Each Jay-Z and Nas Collaboration, Ranked
Considered one of hip-hop’s best rivalries has yielded some yearned-for duets — most not too long ago on DJ Khaled’s newest album. How do all of them stack up?
6. “I Do It for Hip-Hop,” Ludacris That includes Jay-Z and Nas
Regardless of stable, simple verses, this solemn Theater of the Thoughts deep minimize feels hamfisted — like pandering too exhausting to the form of dudes who refused to acknowledge Soulja Boy as #realhiphop. Loosen up just a little, fellas. Sheesh.
Years of anticipation and royal horns ripped straight from The Godfather II made the proper setup for this much-anticipated linkup between two former foes. However the hype of this 2006 Hip-Hop Is Lifeless minimize was not possible to satisfy — and the top end result felt particularly anticlimactic. (Plus, Juelz Santana and Mixtape Weezy did it better.)
4. “BBC,” Jay-Z That includes Beyoncé, Justin Timberlake, Nas, and Swizz Beatz
Because of tinheritor previously rocky historical past (and the sonic aesthetics they choose), Hov and Esco’s duets are likely to have a high-stakes really feel; they’re weighty. This superfriends minimize, nevertheless, is solely a enjoyable dedication — to not the UK broadcast community, nor Pharrell and Nigo’s streetwear model, however to ’80s NYC hustler swag. Seize your rope chains and Bally sneakers and hit a b-boy stance.
3. “Analyze This,” Nas That includes Jay-Z and Lord Tariq
This Frankensteined collab will get an asterisk. Peep the historical past lesson: Earlier than he was a tone-deaf sports analyst, Shaquille O’Neal was a rising NBA celebrity who traded bars with among the greatest ’90s rappers to ever grace the mic. One such event was his Lord Tariq and Jay-Z collab, “No Love Lost,” a monitor from Shaq’s third LP that turned a treasured gem on mixtapes (and later, file-sharing packages like Napster) when it reemerged doctored-up with a brand new title, a classic Nas rhyme tacked on, and Shaq Diesel’s half gone — poof — like Kazaam. The remaining three verses are all followers wished for, anyway.
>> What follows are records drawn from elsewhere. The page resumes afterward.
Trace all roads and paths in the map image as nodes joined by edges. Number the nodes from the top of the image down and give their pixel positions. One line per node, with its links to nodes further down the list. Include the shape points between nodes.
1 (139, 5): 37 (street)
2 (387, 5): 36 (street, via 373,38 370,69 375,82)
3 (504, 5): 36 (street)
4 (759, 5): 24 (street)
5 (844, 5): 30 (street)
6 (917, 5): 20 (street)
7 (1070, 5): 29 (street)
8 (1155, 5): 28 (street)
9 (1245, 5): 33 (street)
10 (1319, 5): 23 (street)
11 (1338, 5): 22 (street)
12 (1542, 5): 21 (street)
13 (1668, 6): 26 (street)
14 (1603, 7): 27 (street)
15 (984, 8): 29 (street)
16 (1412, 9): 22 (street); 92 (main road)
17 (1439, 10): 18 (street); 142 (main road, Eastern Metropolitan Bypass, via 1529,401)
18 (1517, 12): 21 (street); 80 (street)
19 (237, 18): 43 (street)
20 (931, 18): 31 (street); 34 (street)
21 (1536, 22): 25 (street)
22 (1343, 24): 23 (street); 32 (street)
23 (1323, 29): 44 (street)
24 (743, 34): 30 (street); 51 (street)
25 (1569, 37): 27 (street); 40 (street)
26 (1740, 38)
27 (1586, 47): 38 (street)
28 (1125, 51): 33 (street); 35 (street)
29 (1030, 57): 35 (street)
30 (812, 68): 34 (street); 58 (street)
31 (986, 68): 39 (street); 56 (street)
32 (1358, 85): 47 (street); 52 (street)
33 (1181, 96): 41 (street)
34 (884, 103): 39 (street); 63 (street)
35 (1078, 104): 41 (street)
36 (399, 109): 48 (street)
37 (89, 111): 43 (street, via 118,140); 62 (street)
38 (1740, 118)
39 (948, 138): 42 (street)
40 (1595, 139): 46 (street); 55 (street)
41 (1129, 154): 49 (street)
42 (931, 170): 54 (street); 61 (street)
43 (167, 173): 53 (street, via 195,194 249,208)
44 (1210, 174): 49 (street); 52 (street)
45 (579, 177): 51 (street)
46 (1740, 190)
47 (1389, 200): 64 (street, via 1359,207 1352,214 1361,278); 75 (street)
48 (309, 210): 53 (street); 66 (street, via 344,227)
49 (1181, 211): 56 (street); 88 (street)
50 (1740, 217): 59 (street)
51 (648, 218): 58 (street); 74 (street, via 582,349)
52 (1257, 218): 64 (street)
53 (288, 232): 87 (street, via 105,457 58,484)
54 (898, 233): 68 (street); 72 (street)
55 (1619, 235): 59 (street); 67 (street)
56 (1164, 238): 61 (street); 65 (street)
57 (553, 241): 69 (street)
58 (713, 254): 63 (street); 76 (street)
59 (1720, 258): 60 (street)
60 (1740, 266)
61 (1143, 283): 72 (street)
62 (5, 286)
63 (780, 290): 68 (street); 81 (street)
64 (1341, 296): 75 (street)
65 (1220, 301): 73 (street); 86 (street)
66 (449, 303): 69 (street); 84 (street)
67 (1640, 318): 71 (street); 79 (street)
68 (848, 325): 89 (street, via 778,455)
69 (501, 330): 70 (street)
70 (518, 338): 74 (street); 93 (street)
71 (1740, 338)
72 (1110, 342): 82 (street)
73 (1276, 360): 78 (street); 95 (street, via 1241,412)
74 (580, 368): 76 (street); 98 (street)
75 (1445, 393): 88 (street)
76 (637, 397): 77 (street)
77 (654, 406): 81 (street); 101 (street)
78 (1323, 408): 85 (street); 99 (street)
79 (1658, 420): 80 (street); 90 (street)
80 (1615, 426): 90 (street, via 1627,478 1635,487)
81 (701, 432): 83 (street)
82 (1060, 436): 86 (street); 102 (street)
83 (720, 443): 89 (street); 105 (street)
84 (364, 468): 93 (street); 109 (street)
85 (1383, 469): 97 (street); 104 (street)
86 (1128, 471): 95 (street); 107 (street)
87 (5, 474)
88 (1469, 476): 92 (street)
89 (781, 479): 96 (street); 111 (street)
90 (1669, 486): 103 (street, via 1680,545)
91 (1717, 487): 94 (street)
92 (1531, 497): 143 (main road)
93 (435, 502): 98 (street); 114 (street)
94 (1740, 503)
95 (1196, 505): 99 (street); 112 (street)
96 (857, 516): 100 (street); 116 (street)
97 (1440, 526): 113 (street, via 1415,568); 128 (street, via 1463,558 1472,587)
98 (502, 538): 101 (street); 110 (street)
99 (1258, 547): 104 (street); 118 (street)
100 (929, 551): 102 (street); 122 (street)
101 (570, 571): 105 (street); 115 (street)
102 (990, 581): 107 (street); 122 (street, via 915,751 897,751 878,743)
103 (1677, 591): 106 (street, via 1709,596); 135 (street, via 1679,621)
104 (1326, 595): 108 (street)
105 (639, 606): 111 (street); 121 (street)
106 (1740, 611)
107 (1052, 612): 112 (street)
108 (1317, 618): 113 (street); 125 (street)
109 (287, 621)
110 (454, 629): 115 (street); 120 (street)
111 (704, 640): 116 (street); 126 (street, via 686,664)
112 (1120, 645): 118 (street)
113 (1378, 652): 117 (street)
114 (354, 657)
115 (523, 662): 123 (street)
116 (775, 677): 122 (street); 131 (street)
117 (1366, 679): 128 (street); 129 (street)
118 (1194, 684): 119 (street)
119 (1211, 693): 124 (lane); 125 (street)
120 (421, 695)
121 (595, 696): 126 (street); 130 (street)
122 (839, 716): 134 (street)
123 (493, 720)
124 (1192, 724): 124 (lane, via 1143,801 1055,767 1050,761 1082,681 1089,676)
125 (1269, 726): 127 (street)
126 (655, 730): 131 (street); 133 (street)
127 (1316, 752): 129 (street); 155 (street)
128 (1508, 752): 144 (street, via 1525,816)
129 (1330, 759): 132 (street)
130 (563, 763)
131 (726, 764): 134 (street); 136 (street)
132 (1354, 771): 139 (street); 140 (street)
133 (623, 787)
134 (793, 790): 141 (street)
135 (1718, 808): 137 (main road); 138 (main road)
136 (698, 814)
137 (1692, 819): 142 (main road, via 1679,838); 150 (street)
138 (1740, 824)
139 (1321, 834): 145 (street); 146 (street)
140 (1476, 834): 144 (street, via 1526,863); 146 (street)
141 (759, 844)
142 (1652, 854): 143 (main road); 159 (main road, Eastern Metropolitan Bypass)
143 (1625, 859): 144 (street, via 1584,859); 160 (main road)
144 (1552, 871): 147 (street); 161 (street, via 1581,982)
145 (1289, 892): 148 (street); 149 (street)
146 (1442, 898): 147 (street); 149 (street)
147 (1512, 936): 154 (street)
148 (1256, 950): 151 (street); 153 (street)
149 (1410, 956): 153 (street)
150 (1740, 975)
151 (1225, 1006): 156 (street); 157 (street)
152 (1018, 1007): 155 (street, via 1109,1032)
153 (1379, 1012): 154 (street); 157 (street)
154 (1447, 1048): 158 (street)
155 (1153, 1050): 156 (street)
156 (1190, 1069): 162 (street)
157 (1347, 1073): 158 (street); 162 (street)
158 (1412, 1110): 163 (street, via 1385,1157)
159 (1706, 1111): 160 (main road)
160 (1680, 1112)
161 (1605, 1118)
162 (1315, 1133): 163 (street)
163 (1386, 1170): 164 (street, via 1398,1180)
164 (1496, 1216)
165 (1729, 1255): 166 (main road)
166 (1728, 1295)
2. “Sorry Not Sorry,” DJ Khaled That includes James Fauntleroy, Jay-Z, Nas, and The Hive
Hov and Esco give listeners an in depth report on their funding portfolios and general monetary wellness, with Nas declaring himself the Scarface of cryptocurrency and Jay counting his billions (and Beyoncés) aloud. A soulful beat and easy vocals from James Fauntleroy assist make “Sorry Not Sorry” unapologetically dope.
1. “Success,” Jay-Z That includes Nas
Spitting over a church organ courtesy of producer No ID, Hov and Esco ship sermons concerning the vapidness of their large fortunes and fame. This tune is principally an prolonged humble brag; a group of audacious flexes and bodacious bars. And it’s goddamn superb. Jay-Z complains about urinating costly champagne. Nas compares his previous houses to monuments. Jay remarks that he’s obtained so many luxurious watches, they go lacking for months at a time and he barely notices. Each MCs knew what time it was, although, and delivered their greatest collaboration up to now — successful by any measure.